- **Dataset records**
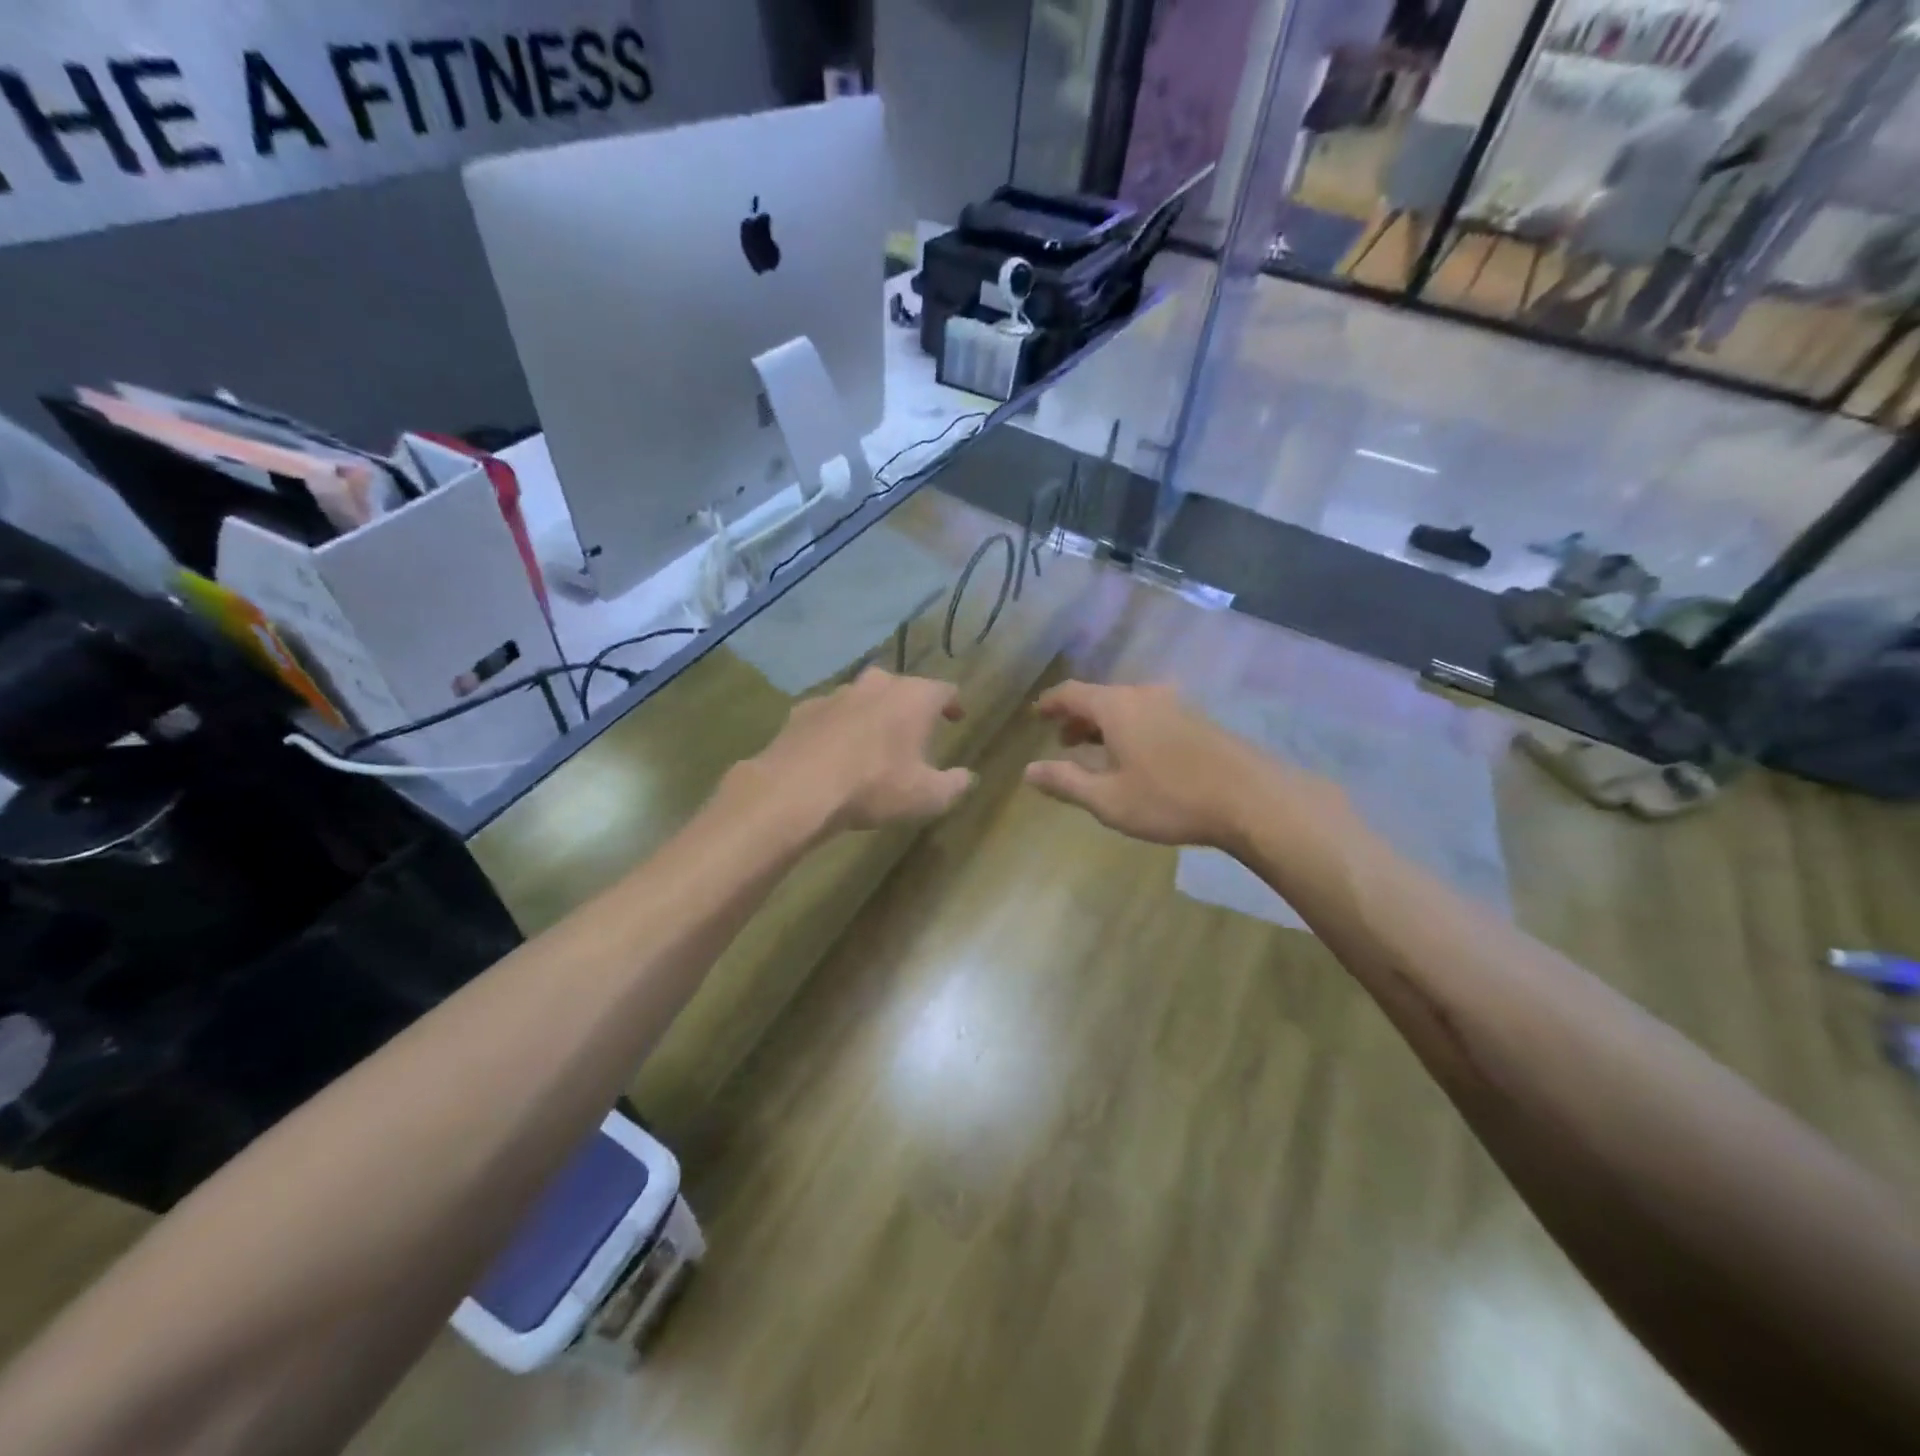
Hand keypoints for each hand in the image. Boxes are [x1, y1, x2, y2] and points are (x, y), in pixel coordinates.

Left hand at [743, 668, 973, 834]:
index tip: (956, 718)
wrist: (797, 789)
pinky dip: (838, 727)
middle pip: (902, 687)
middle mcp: (877, 685)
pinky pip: (830, 714)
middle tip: (914, 731)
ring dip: (872, 714)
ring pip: (863, 697)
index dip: (953, 704)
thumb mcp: (927, 797)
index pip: (944, 690)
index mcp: (914, 698)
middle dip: (910, 706)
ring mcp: (836, 694)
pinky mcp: (803, 709)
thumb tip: (968, 777)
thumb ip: (954, 785)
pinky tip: (834, 751)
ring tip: (873, 742)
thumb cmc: (874, 787)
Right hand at [1024, 681, 1292, 849]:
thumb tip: (1029, 771)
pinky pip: (1150, 714)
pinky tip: (1137, 757)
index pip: (1071, 692)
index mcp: (1116, 707)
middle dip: (1078, 717)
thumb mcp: (1108, 799)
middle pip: (1100, 697)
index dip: (1050, 703)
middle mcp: (1144, 695)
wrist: (1252, 799)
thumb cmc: (1170, 798)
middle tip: (1063, 741)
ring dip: (1105, 724)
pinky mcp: (1198, 720)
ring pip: (1128, 706)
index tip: (1036, 714)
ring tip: (1097, 751)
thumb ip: (1066, 782)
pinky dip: (1131, 728)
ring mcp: (1176, 704)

- **Activity**
Please print, unchanged, the lines from the one holding "index dip: (953, 704)" through the last line of the listing above, including both and omitting the rest.

- **Response to this task**
index dip: (953, 704)
thumb mcp: (927, 797)
index pip: (944, 690)
index mcp: (914, 698)
middle dip: (910, 706)
ring mcp: (836, 694)
pinky mcp: (803, 709)
thumb tip: (968, 777)
thumb ip: (954, 785)
pinky tip: (834, 751)
ring tip: (873, 742)
thumb cmc: (874, 787)
Right hand at [1024, 681, 1292, 849]:
thumb tip: (1029, 771)
pinky pip: (1150, 714)
pinky tip: (1137, 757)
index pip: (1071, 692)
index mcp: (1116, 707)
middle dip: (1078, 717)
thumb mcp: (1108, 799)
middle pip: (1100, 697)
index dip: (1050, 703)
middle mcp: (1144, 695)
wrist: (1252, 799)
thumb cmc: (1170, 798)
middle tip: (1063, 741)
ring dip: (1105, 724)
pinky mcp: (1198, 720)
ring pip: (1128, 706)
index tip: (1036, 714)
ring tip: (1097, 751)
thumb ip: (1066, 782)
pinky dip: (1131, 728)
ring mcp: (1176, 704)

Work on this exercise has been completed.